Says Mayors Claiming Safety Is Primary Purpose for Cameras Should Support Legislation
Senator Michael Doherty (R-23) has proposed legislation that directly challenges the claims of mayors and local officials who say they support red light camera systems for their supposed safety benefits rather than the hundreds of thousands of dollars of ticket revenue that can flow into municipal budgets from each monitored intersection.
The Senator’s legislation, which has been drafted for introduction, would direct towns to deposit all fines collected as a result of violations recorded by red light cameras into the state’s Highway Safety Fund, eliminating the municipal share of red light camera ticket revenues.
“This legislation allows towns to keep the cameras that local officials say make their intersections safer, but not the ticket revenues their cameras generate,” said Doherty. “Every mayor and local official who is on record saying cameras are about safety, not money, should support this bill. If they don’t, it will prove their previous support of cameras under the guise of safety was fraudulent.

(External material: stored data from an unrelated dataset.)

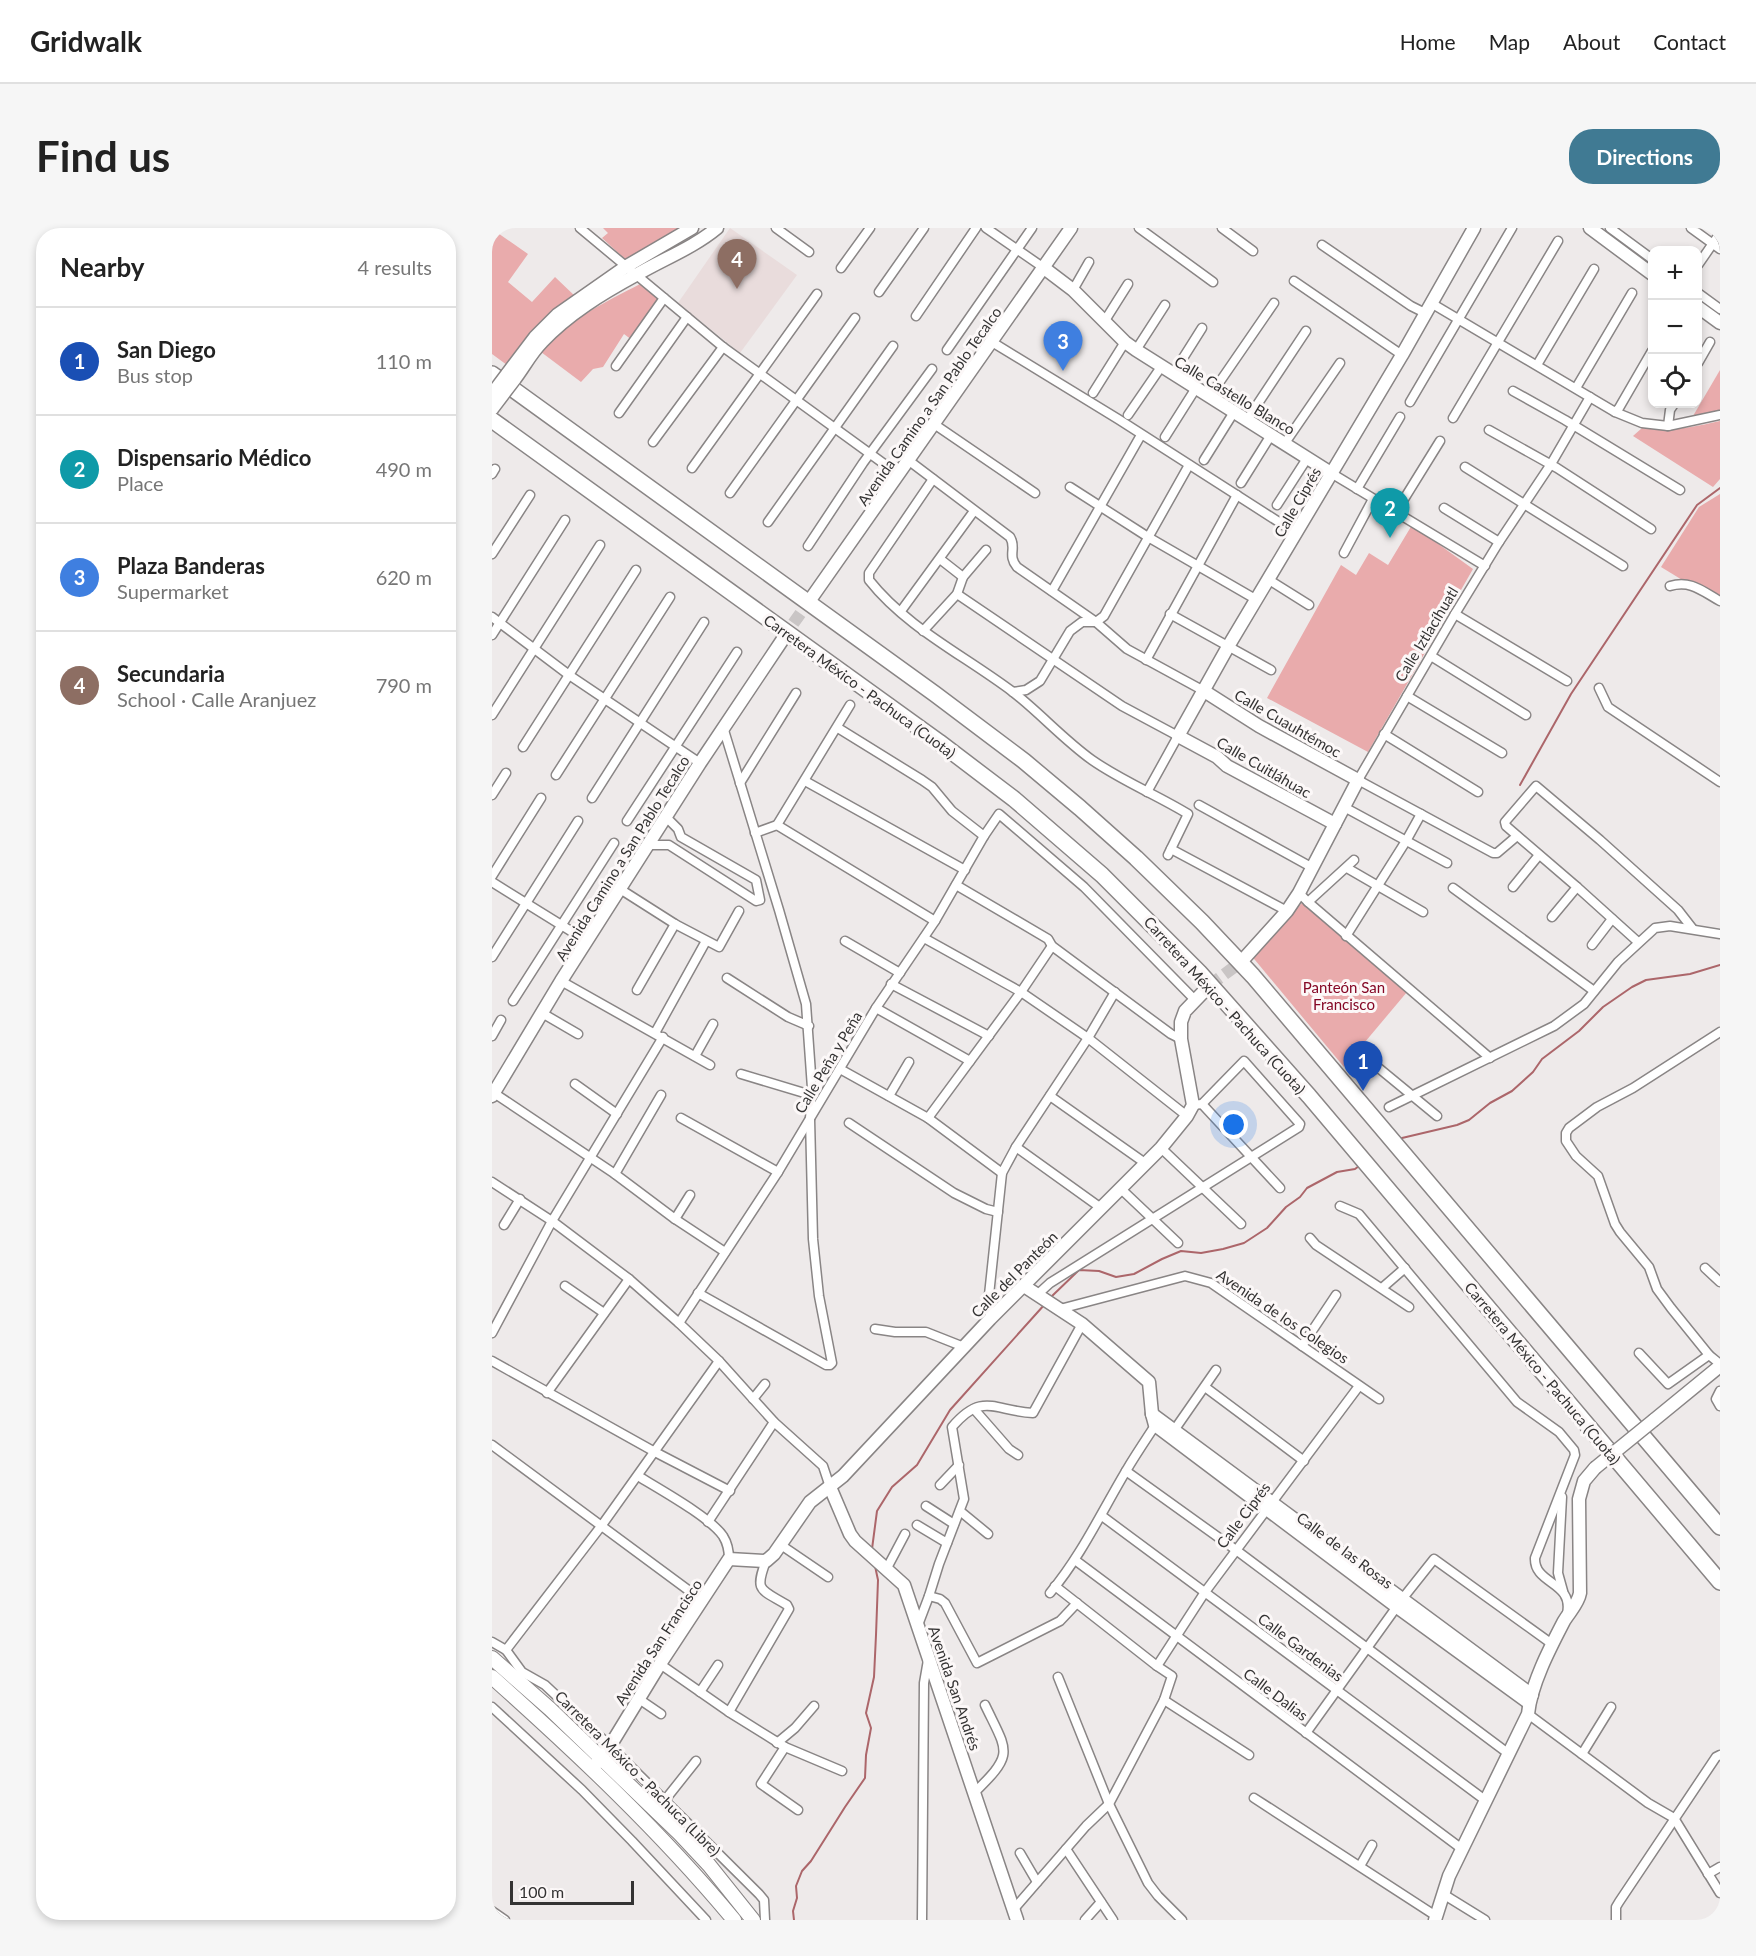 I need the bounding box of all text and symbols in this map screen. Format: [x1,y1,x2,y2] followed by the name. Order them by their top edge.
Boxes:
[30,24,142,58] text: Gridwalk
[1400,29,1456,54] text: Home
[1489,29,1530,54] text: Map
[1563,29,1620,54] text: About
[1653,29,1726,54] text: Contact
[1569,129,1720,184] button: Directions
[36,131,170,181] text: Find us
[718,239,756,289] pin: 4
[1648,246,1702,408] map controls
[1648,246,1702,300] button: +
[60,251,145,283] text: Nearby
[357,255,432,279] text: 4 results
[1648,300,1702,354] button: −
[853,303,1005,509] street label: Avenida Camino a San Pablo Tecalco
[1044,322,1082,371] pin: 3
[117,336,216,363] text: San Diego
[74,349,85,373] text: 1
[376,349,432,373] text: 110 m
[1171,352,1299,438] street label: Calle Castello Blanco
[1648,354,1702,408] button: locate
[117,363,193,387] text: Bus stop
[117,444,311,471] text: Dispensario Médico
[74,457,85,481] text: 2
[376,457,432,481] text: 490 m
[1270,464,1324,540] street label: Calle Ciprés
[117,471,164,495] text: Place
[1370,488,1410,538] pin: 2
[117,552,265,579] text: Plaza Banderas
[74,565,85,589] text: 3
[376,565,432,589] text: 620 m
[117,579,229,603] text: Supermarket
[1391,583,1461,685] street label: Calle Iztlacíhuatl
[761,610,959,762] street label: Carretera México - Pachuca (Cuota)
[117,660,225,687] text: Secundaria
[74,673,85,697] text: 4
[376,673,432,697] text: 790 m
[1232,685,1344,761] street label: Calle Cuauhtémoc
[117,687,316,711] text: School · Calle Aranjuez
[1214,733,1314,801] street label: Calle Cuitláhuac
[551,752,693,964] street label: Avenida Camino a San Pablo Tecalco
[1140,913,1310,1097] street label: Carretera México - Pachuca (Cuota)
[1303,978,1385,1013] park label: Panteón San Francisco
[790,1008,866,1116] street label: Calle Peña y Peña
[1344,1042,1382,1091] pin: 1
[1219,1110,1248,1139] your location
[967,1227,1061,1321] street label: Calle del Panteón
[1214,1265,1352,1367] street label: Avenida de los Colegios
[1461,1278,1625,1468] street label: Carretera México - Pachuca (Cuota)
[1212,1478,1274,1552] street label: Calle Ciprés
[1293,1508,1397,1592] street label: Calle de las Rosas
[611,1576,705,1708] street label: Avenida San Francisco
[1255,1609,1347,1685] street label: Calle Gardenias
[925,1623,985,1753] street label: Avenida San Andrés
[1240,1664,1312,1724] street label: Calle Dalias
[552,1687,724,1859] street label: Carretera México - Pachuca (Libre)
[510,1878,634,1906] scale bar
[519,1882,564,1901] text: 100 m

Reporters who previously interviewed local officials who made such claims should go back and ask those same officials if they support this bill.”

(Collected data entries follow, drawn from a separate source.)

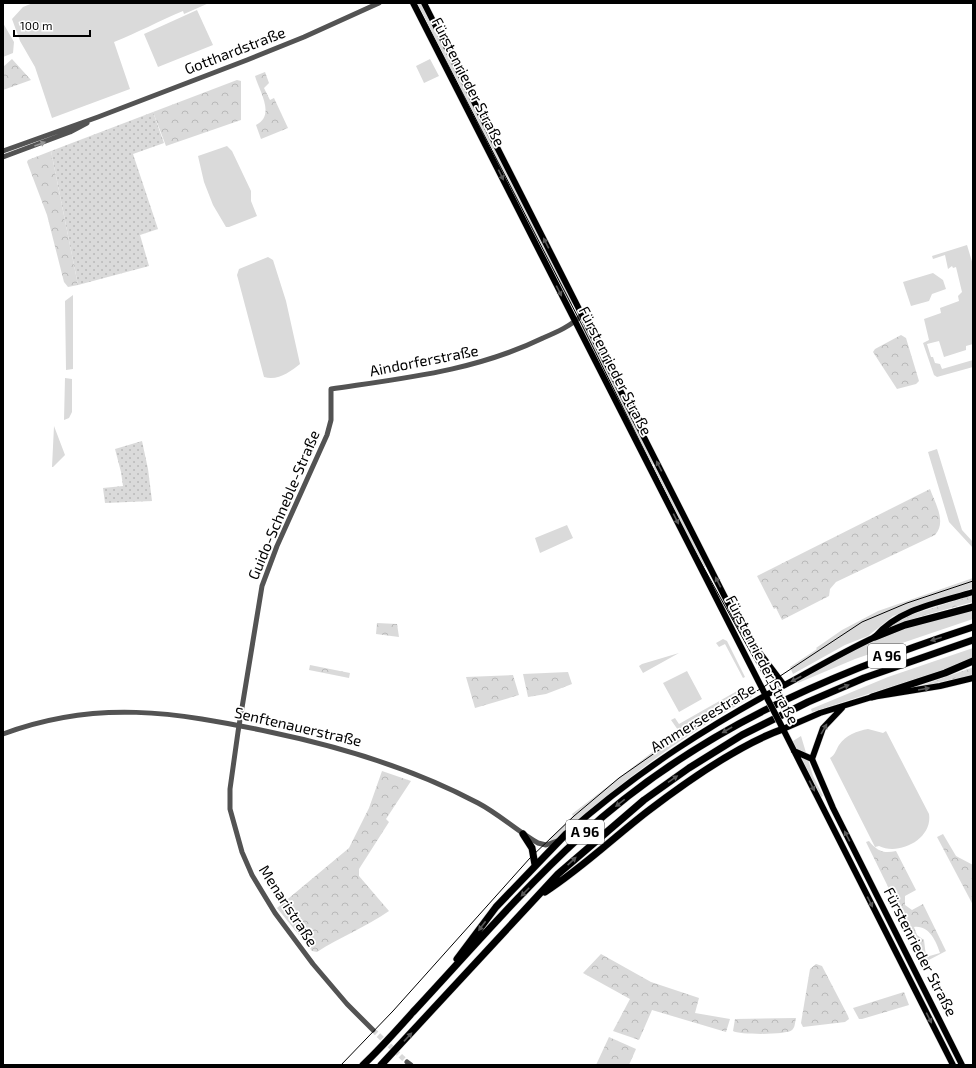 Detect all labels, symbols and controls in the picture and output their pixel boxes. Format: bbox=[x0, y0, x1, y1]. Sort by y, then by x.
scale bar bbox=[14, 12, 90, 38]
street label: Fürstenrieder Straße bbox=[429, 14, 509, 149]
text: 100 m bbox=[20, 18, 52, 32]
street label: Gotthardstraße bbox=[182, 23, 288, 78]
one-way arrow bbox=[34, 140, 46, 146]
one-way arrow bbox=[497, 169, 504, 181]
one-way arrow bbox=[543, 237, 549, 249]
one-way arrow bbox=[556, 285, 562, 297]
street label: Fürstenrieder Straße bbox=[576, 303, 656, 438]
street label: Aindorferstraße bbox=[368, 341, 480, 379]
street label: Guido-Schneble-Straße bbox=[243, 427, 323, 582]
one-way arrow bbox=[656, 460, 662, 472]
one-way arrow bbox=[672, 513, 679, 525]
one-way arrow bbox=[715, 576, 721, 588]
street label: Fürstenrieder Straße bbox=[723, 592, 803, 727]
one-way arrow bbox=[930, 636, 942, 642]
road number: A 96 bbox=[868, 644, 906, 668]
one-way arrow bbox=[790, 675, 802, 682]
street label: Ammerseestraße bbox=[647, 679, 758, 756]
one-way arrow bbox=[838, 683, 850, 689]
one-way arrow bbox=[918, 686, 930, 692]
street label: Senftenauerstraße bbox=[233, 703, 364, 749]
one-way arrow bbox=[820, 723, 827, 735]
one-way arrow bbox=[721, 726, 733, 733]
one-way arrow bbox=[667, 775, 678, 783]
one-way arrow bbox=[809, 780, 815, 792]
one-way arrow bbox=[614, 799, 625, 807]
road number: A 96 bbox=[566, 820, 604, 844]
one-way arrow bbox=[843, 830, 850, 842]
one-way arrow bbox=[567, 857, 577, 866]
street label: Menaristraße bbox=[256, 861, 322, 950]
street label: Fürstenrieder Straße bbox=[881, 884, 961, 1019]
one-way arrow bbox=[520, 887, 530, 897]
one-way arrow bbox=[867, 896, 874, 908]
one-way arrow bbox=[477, 921, 486, 932]
one-way arrow bbox=[926, 1012, 932, 1024]
one-way arrow bbox=[403, 1032, 413, 1042]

The Highway Safety Fund, where red light camera ticket revenues would be directed under the proposed legislation, is used exclusively for highway safety projects and programs, including education, enforcement, capital improvements and such other related measures and undertakings as the Department of Transportation and the Division of State Police may deem appropriate to foster highway safety.

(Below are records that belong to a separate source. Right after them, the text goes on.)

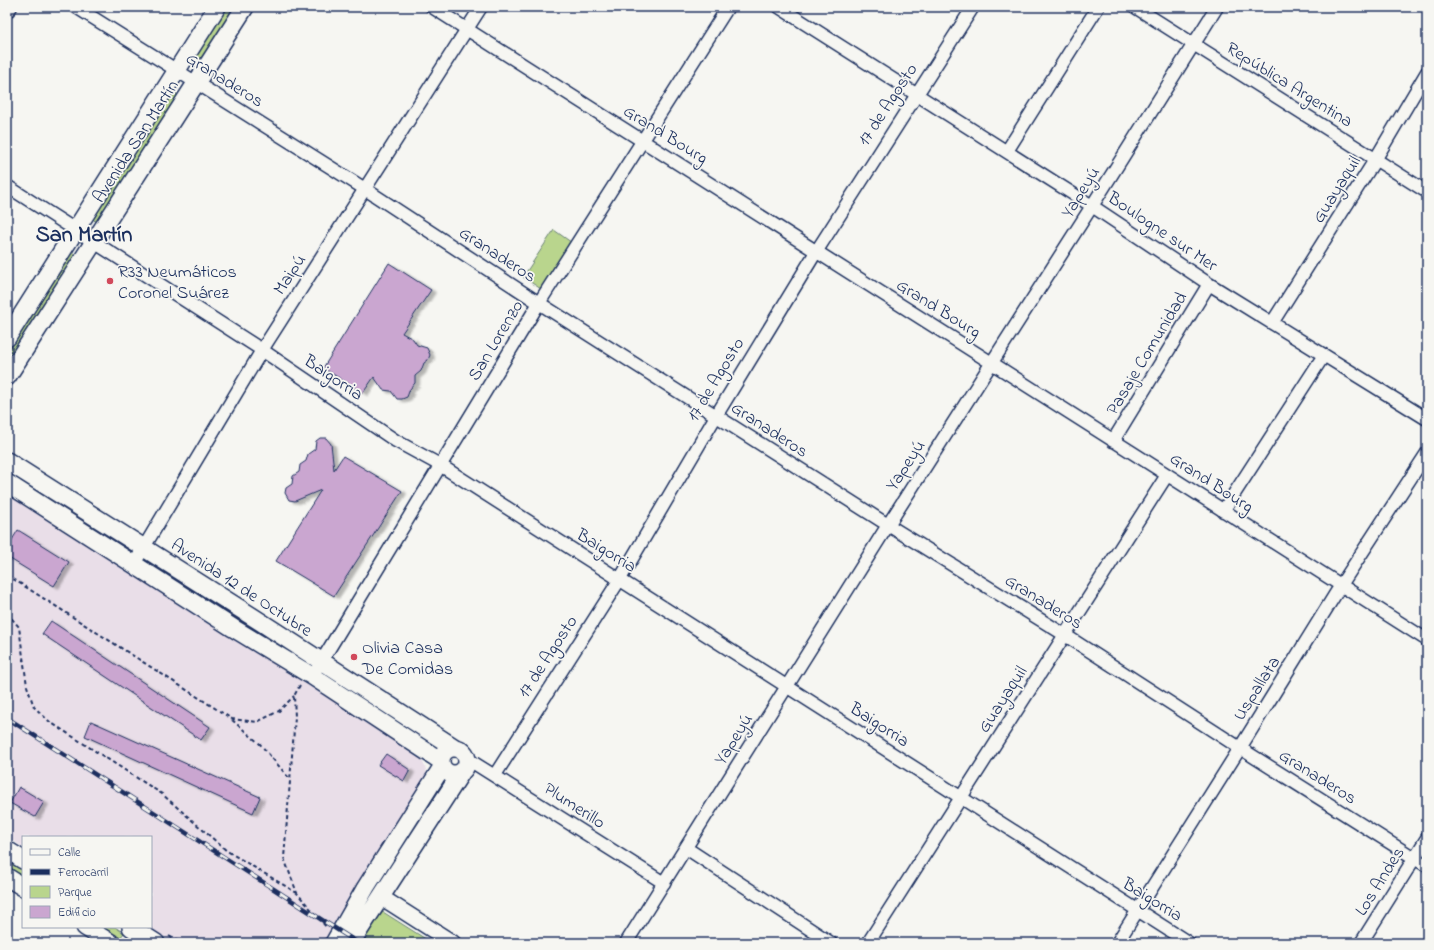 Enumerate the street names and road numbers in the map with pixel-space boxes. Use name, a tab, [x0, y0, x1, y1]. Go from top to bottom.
street label: República Argentina	[1220, 36, 1357, 136]
street label: Granaderos	[180, 46, 268, 115]
street label: 17 de Agosto	[852, 59, 926, 152]
street label: Avenida San Martín	[87, 75, 186, 209]
street label: Grand Bourg	[617, 99, 712, 173]
street label: Guayaquil	[1307, 151, 1369, 229]
street label: Yapeyú	[1056, 162, 1108, 224]
street label: Boulogne sur Mer	[1100, 186, 1222, 280]
street label: Granaderos	[453, 221, 541, 290]
street label: Maipú	[268, 250, 314, 301]
street label: Grand Bourg	[890, 273, 985, 347]
street label: Pasaje Comunidad	[1101, 287, 1195, 421]
street label: San Lorenzo	[462, 296, 531, 386]
street label: 17 de Agosto	[682, 333, 753, 427]
street label: Baigorria	[297, 349, 368, 409]
street label: Granaderos	[725, 396, 813, 465]
street label: Yapeyú	[880, 435, 933, 497]
street label: Grand Bourg	[1163, 447, 1258, 521]
street label: Baigorria	[569, 522, 641, 581]
street label: Avenida 12 de Octubre	[165, 533, 318, 645]
street label: Granaderos	[999, 568, 1087, 637]
street label: 17 de Agosto	[512, 611, 586, 704]
street label: Uspallata	[1228, 652, 1288, 726]
street label: Guayaquil	[972, 662, 1035, 739]
street label: Baigorria	[842, 696, 914, 756]
street label: Yapeyú	[709, 709, 761, 771]
street label: Granaderos	[1273, 743, 1361, 812]
street label: Plumerillo	[538, 777, 610, 836]
street label: Los Andes	[1349, 843, 1412, 922]
street label: Baigorria	[1115, 871, 1187, 930]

Doherty said that if increasing safety is truly the goal, it makes sense for red light camera ticket revenues to be deposited in a fund dedicated to improving highway safety.
“Under current law, most red light camera ticket revenues go to supporting bloated municipal budgets, which is unproductive,” said Doherty. “Since increasing safety is supposedly the goal of red light cameras, we should put ticket revenues to productive use in the Highway Safety Fund which is dedicated to making New Jersey’s roads safer.”
Doherty concluded by questioning whether local officials will still want their “safety” cameras if they no longer get a cut of ticket revenues.
“How many towns and local officials will continue to demand the opportunity to install red light cameras or fight to keep the cameras they already have if their share of ticket revenues is cut off?,” asked Doherty. “My guess is very few. That will prove that the real purpose of red light cameras is to use citizens as a cash cow to fund big government.”